Collingwood was magnificent in his defiance today. The Australians still find it hard to rate him in public - it doubtless suits their purposes to keep his qualities as downplayed as they are in the estimation of a fickle English public and media, who forever seem to be ushering his career towards the exit, and Ricky Ponting's praise for his performance had to be prised with a crowbar. Privately, however, they cannot help but admire the mongrel he brings to England's game. He's the closest thing to a little Aussie battler that England can produce from their dressing-room.

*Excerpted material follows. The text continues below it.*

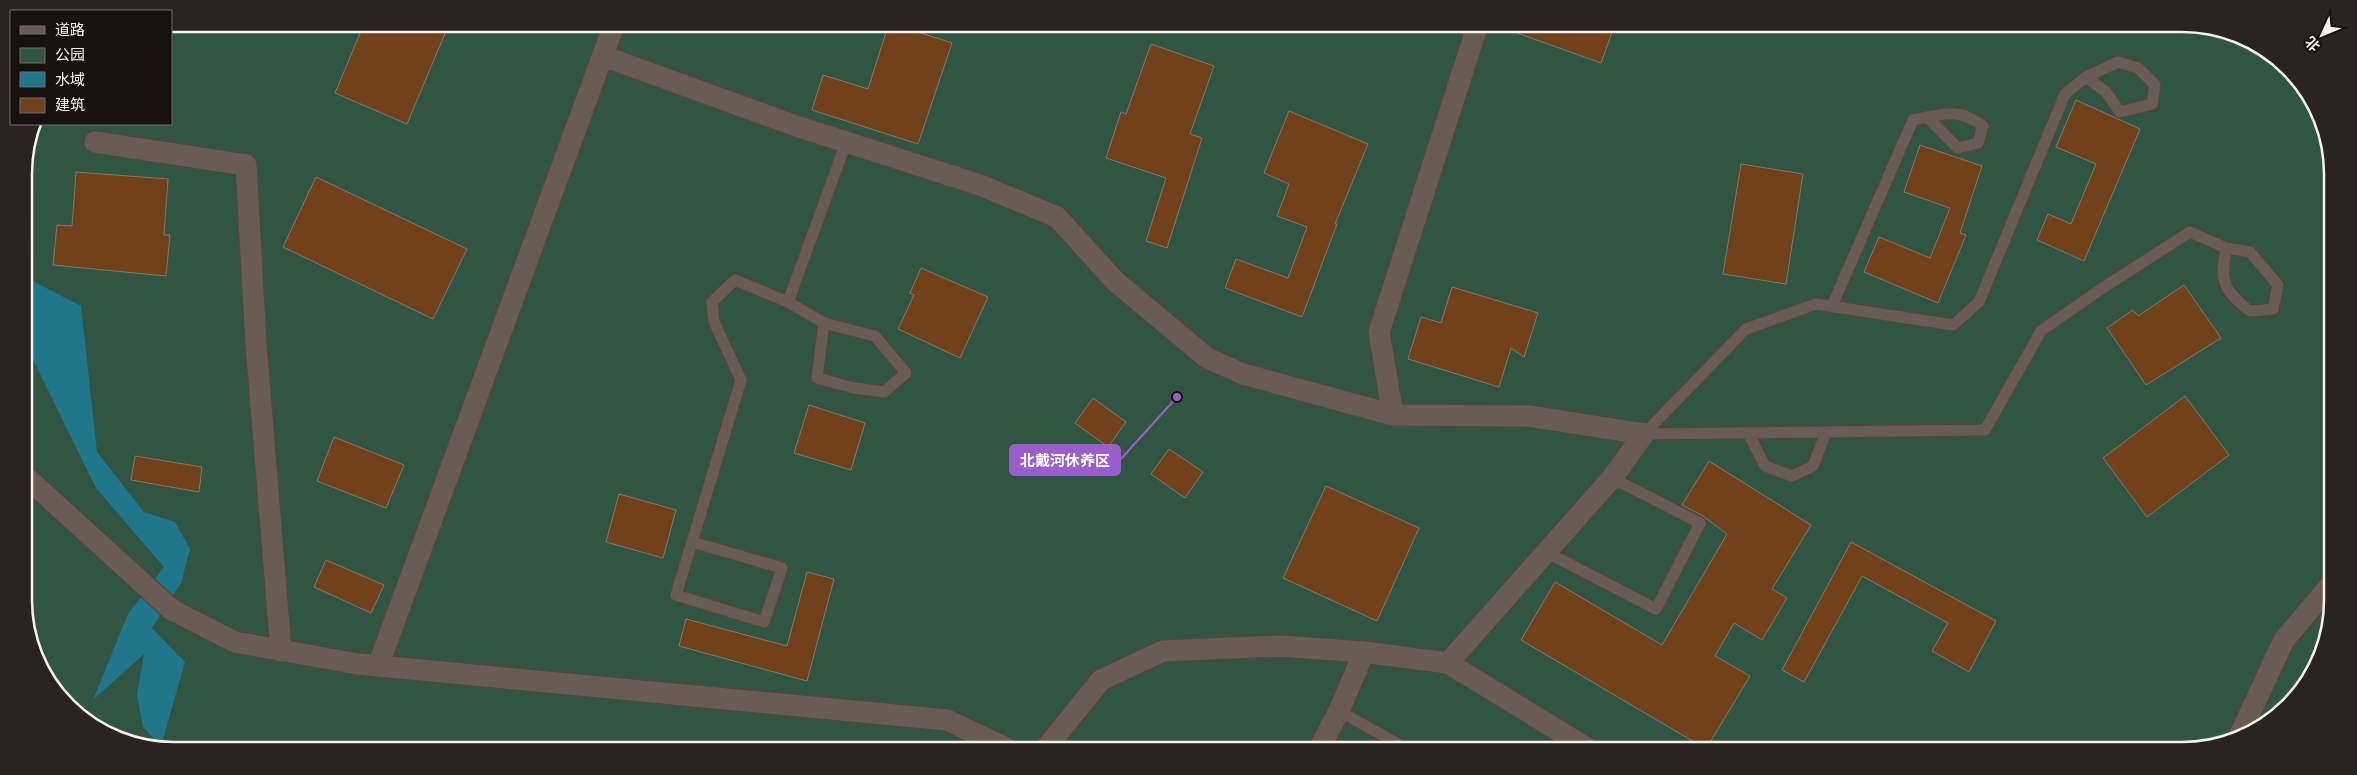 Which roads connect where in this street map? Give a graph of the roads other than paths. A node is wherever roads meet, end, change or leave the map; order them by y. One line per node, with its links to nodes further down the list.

"He played very well, and did exactly what was required for the team," said Ponting. "He gave himself every opportunity to do the best job that he could. It shows a lot of courage to face the majority of the bowling through the course of the afternoon. He did a great job, and deserves a pat on the back."

For 245 deliveries, spread over five-and-three-quarter hours, Collingwood prodded and poked with that pugnacious crease-bound style, dispensing with frivolity and digging his team out of yet another hole. There's no way he will ever receive the credit he deserves for fronting up for England at the moments they most need his grit, and it was strangely appropriate that even in his Athertonian hour of glory, he still wasn't the story of England's day, given how far the final pair of James Anderson and Monty Panesar were left to haul their side.

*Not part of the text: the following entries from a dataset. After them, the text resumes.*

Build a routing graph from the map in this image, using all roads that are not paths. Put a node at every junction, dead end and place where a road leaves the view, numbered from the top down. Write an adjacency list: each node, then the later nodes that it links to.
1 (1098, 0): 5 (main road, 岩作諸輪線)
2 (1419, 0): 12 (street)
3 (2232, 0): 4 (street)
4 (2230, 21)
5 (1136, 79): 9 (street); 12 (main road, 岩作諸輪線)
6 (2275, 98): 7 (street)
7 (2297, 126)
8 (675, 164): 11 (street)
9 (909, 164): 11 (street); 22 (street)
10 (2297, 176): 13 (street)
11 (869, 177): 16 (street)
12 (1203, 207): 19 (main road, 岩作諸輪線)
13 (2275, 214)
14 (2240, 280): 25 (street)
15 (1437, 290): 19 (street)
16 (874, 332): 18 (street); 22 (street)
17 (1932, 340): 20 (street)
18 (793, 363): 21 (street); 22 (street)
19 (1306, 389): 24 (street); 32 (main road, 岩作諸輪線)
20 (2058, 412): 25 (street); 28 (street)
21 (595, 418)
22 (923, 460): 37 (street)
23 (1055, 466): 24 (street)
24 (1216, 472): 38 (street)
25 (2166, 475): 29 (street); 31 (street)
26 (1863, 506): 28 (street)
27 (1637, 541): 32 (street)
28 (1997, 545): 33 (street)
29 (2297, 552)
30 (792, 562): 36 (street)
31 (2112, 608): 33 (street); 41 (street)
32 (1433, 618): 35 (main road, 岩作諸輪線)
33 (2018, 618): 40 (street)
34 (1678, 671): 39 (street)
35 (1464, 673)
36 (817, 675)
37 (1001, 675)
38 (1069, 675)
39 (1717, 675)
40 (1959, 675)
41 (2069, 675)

But in his last 12 Tests, dating back to his career-saving century at Edgbaston last summer, when his form was hanging by a thread and one mistake was sure to be curtains, he has scored 989 runs at 61.81, with four centuries and a 96. There's nothing more he can do to be a hero to his team.

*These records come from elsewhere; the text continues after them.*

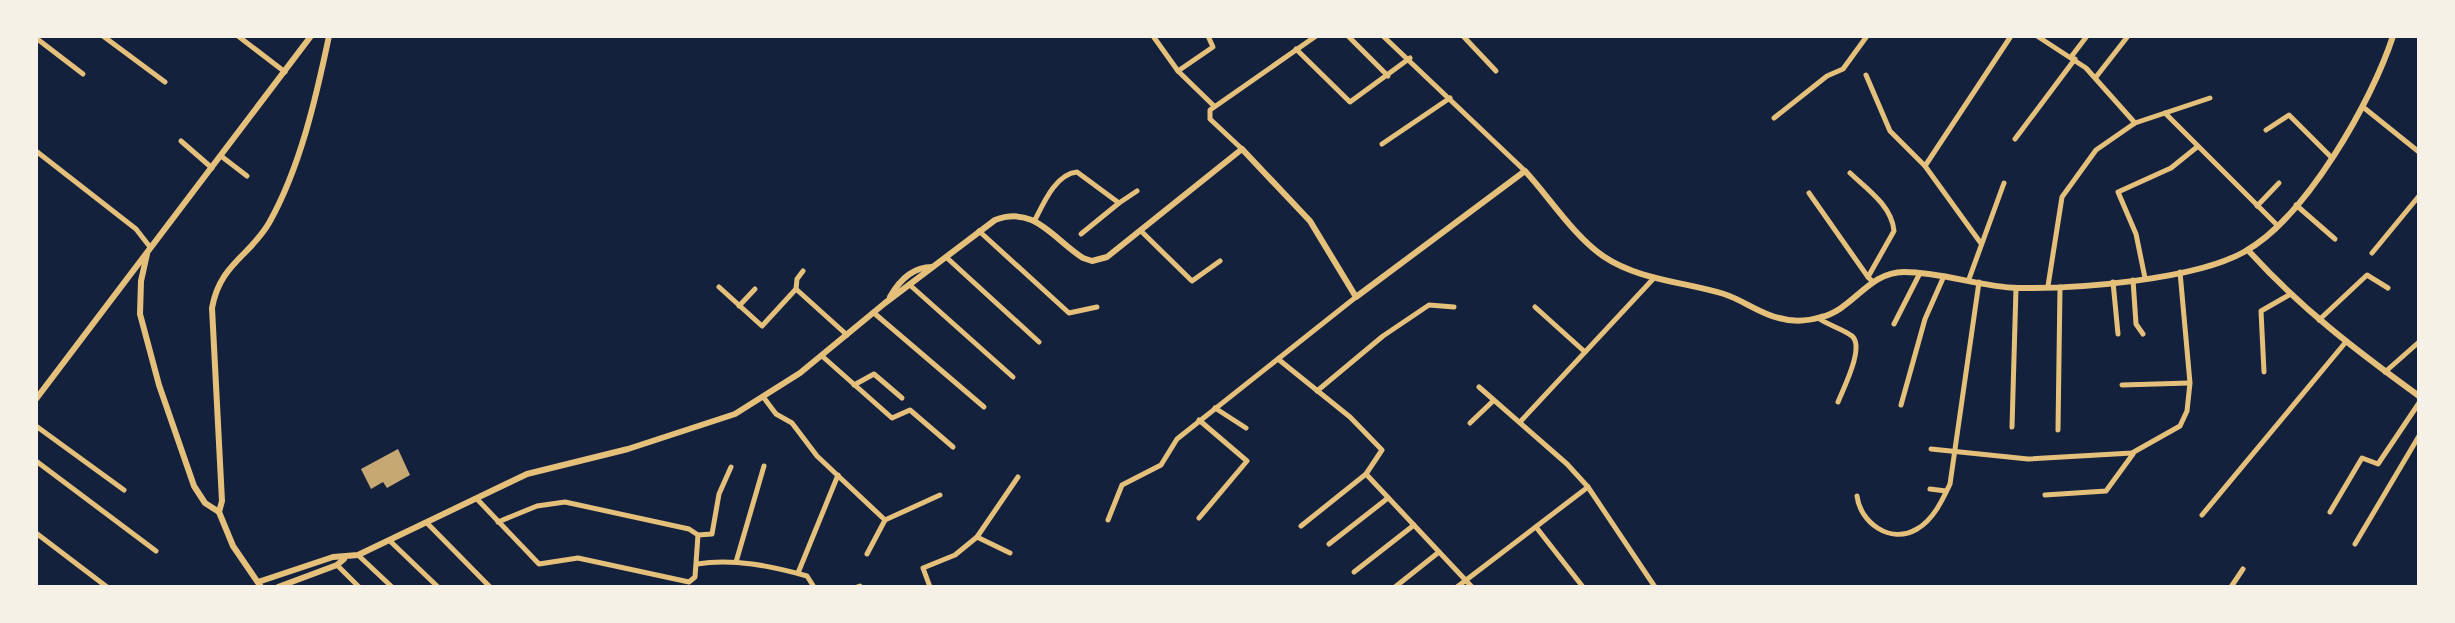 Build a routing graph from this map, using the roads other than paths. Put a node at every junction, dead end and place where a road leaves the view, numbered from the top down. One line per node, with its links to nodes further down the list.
1 (103, 36): 28 (street)
2 (238, 36): 23 (street)
3 (311, 36): 23 (street)
4 (329, 36): 156 (street)
5 (1153, 36): 21 (street)
6 (1208, 36): 21 (street)
7 (1316, 36): 18 (street)
8 (1348, 36): 26 (street)
9 (1383, 36): 19 (street)
10 (1463, 36): 22 (street)
11 (1867, 36): 34 (street)
12 (2011, 36): 46 (street)
13 (2037, 36): 20 (street)
14 (2087, 36): 20 (street)
15 (2128, 36): 27 (street)
16 (2393, 36): 32 (street)
17 (36, 38): 24 (street)
18 (1296, 49): 26 (street); 31 (street)
19 (1410, 58): 26 (street); 29 (street)
20 (2073, 58): 27 (street); 37 (street)
21 (1178, 71): 31 (street)
22 (1496, 71)
23 (285, 72): 44 (street)
24 (83, 74)
25 (1866, 75): 46 (street)
26 (1388, 76)
27 (2096, 77): 35 (street)
28 (165, 82)
29 (1450, 98): 39 (street); 48 (street)
30 (2210, 98): 33 (street)
31 (1214, 106): 41 (street)
32 (2363, 107): 43 (street); 45 (street)
33 (2165, 113): 35 (street); 40 (street)
34 (1774, 118)
35 (2135, 123): 84 (street)
36 (2266, 130): 45 (street)
37 (2015, 139)
38 (181, 141): 47 (street)
39 (1382, 144)
40 (2197, 147): 58 (street); 77 (street)
41 (1242, 149): 62 (street); 92 (street)
42 (36, 151): 66 (street)
43 (2419, 152)
44 (221, 156): 47 (street); 50 (street)
45 (2331, 157): 57 (street)
46 (1925, 166): 65 (street)
47 (212, 168): 66 (street)
48 (1525, 171): 76 (street); 92 (street)
49 (1850, 173): 78 (street)
50 (247, 176)
51 (2004, 183): 65 (street)
52 (2279, 183): 58 (street)
53 (1137, 191): 56 (street)
54 (1809, 193): 78 (street)
55 (2419, 196): 68 (street)
56 (1119, 203): 59 (street); 63 (street)
57 (2296, 205): 60 (street); 64 (street)
58 (2257, 206): 60 (street)
59 (1035, 220): 61 (street); 62 (street)
60 (2277, 225): 67 (street)
61 (979, 230): 69 (street); 95 (street)
62 (1141, 231): 70 (street)
63 (1081, 234)
64 (2335, 239)
65 (1980, 242): 79 (street)
66 (150, 247): 122 (street); 156 (street)
67 (2248, 250): 73 (street); 91 (street)
68 (2372, 253)
69 (945, 256): 71 (street); 105 (street)
70 (1220, 261)
71 (932, 267): 83 (street); 93 (street)
72 (803, 271): 90 (street)
73 (2180, 272): 77 (street); 114 (street)
74 (1920, 273): 75 (street); 78 (street); 101 (street)
75 (1945, 275): 79 (street); 126 (street)
76 (1655, 277): 99 (street); 108 (street)
77 (2145, 278): 80 (street)
78 (1870, 279): 99 (street)
79 (1969, 279): 81 (street)
80 (2133, 279): 82 (street); 103 (street)
81 (1980, 281): 87 (street); 139 (street)
82 (2113, 281): 85 (street); 102 (street)
83 (911, 286): 93 (street); 113 (street)
84 (2048, 286): 85 (street); 87 (street)
85 (2060, 286): 135 (street)
86 (719, 287): 94 (street)
87 (2016, 288): 133 (street)
88 (2388, 288): 100 (street)
89 (755, 289): 94 (street)
90 (796, 289): 94 (street); 104 (street)
91 (2289, 295): 100 (street); 111 (street)
92 (1356, 297): 110 (street)
93 (888, 300): 98 (street)
94 (739, 306)
95 (1097, 307)
96 (1454, 307): 118 (street)
97 (1535, 307): 108 (street)
98 (874, 313): 104 (street); 127 (street)
99 (1818, 318): 124 (street)
100 (2318, 321): 107 (street)
101 (1894, 324)
102 (2118, 334)
103 (2143, 334)
104 (847, 335): 109 (street)
105 (1039, 342)
106 (2419, 342): 112 (street)
107 (2345, 343): 112 (street); 158 (street)
108 (1585, 352): 130 (street)
109 (822, 356): 115 (street); 120 (street)
110 (1278, 359): 118 (street); 128 (street)
111 (2264, 372)
112 (2385, 372): 119 (street)
113 (1013, 377)
114 (2190, 383): 116 (street); 140 (street)
115 (854, 385): 121 (street); 137 (street)
116 (2122, 385)
117 (1479, 387): 123 (street)
118 (1317, 391): 144 (street)
119 (2419, 396)
120 (764, 398): 145 (street); 155 (street)
121 (902, 398)
122 (36, 399)
123 (1493, 401): 130 (street); 131 (street)
124 (1838, 402)
125 (2419, 403): 157 (street)
126 (1901, 405)
127 (984, 407)
128 (1215, 408): 129 (street); 134 (street)
129 (1199, 420): 159 (street); 161 (street)
130 (1520, 422): 147 (street)
131 (1470, 423)
132 (36, 426): 149 (street)
133 (2012, 427)
134 (1246, 428)
135 (2058, 430)
136 (2419, 436): 172 (street)
137 (953, 447)
138 (1931, 449): 139 (street)
139 (1954, 451): 140 (street); 150 (street)
140 (2134, 453): 152 (street)
141 (36, 461): 173 (street)
142 (764, 466): 179 (street)
143 (731, 467): 168 (street)
144 (1366, 474): 154 (street); 165 (street)
145 (838, 475): 160 (street); 184 (street)
146 (1018, 477): 169 (street)
147 (1588, 487): 166 (street); 199 (street)
148 (1930, 489): 150 (street)
149 (124, 490)
150 (1946, 491): 153 (street)
151 (940, 495): 160 (street)
152 (2045, 495)
153 (1857, 496)
154 (1388, 498): 164 (street); 171 (street)
155 (477, 499): 162 (street); 163 (street)
156 (219, 512): 186 (street)
157 (2330, 512)
158 (2202, 515)
159 (1199, 518)
160 (885, 520): 176 (street)
161 (1108, 520)
162 (498, 522): 168 (street); 180 (street)
163 (427, 523): 170 (street); 193 (street)
164 (1414, 525): 174 (street); 183 (street)
165 (1301, 526)
166 (1536, 527): 185 (street); 198 (street)
167 (36, 533): 188 (street)
168 (698, 535): 180 (street)
169 (977, 537): 175 (street); 194 (street)
170 (390, 541): 177 (street); 192 (street)
171 (1329, 544)
172 (2355, 544)
173 (156, 551)
174 (1439, 552): 185 (street); 195 (street)
175 (1010, 553)
176 (867, 554)
177 (358, 555): 178 (street); 191 (street)
178 (345, 558): 181 (street); 186 (street)
179 (736, 562): 180 (street); 184 (street)
180 (697, 564)
181 (337, 565): 189 (street); 190 (street)
182 (2243, 569): 200 (street)
183 (1354, 572)
184 (798, 573): 187 (street)
185 (1465, 580): 196 (street); 197 (street)
186 (260, 585)
187 (811, 586)
188 (107, 587)
189 (280, 587)
190 (359, 587)
191 (392, 587)
192 (438, 587)
193 (490, 587)
194 (930, 587)
195 (1395, 587)
196 (1457, 587)
197 (1472, 587)
198 (1583, 587)
199 (1655, 587)
200 (2231, 587)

"He just brought his character into the performance today," said a grateful England captain, Andrew Strauss. "He is a tenacious little redhead, that is what he is, and that's how he plays. He never takes a backward step, and he fights. He keeps fighting and that's kind of how he got his path into the Test team, and it's the only way he knows. In circumstances like that you always expect him to do something along those lines, and I suppose it just underlines his value to the side really."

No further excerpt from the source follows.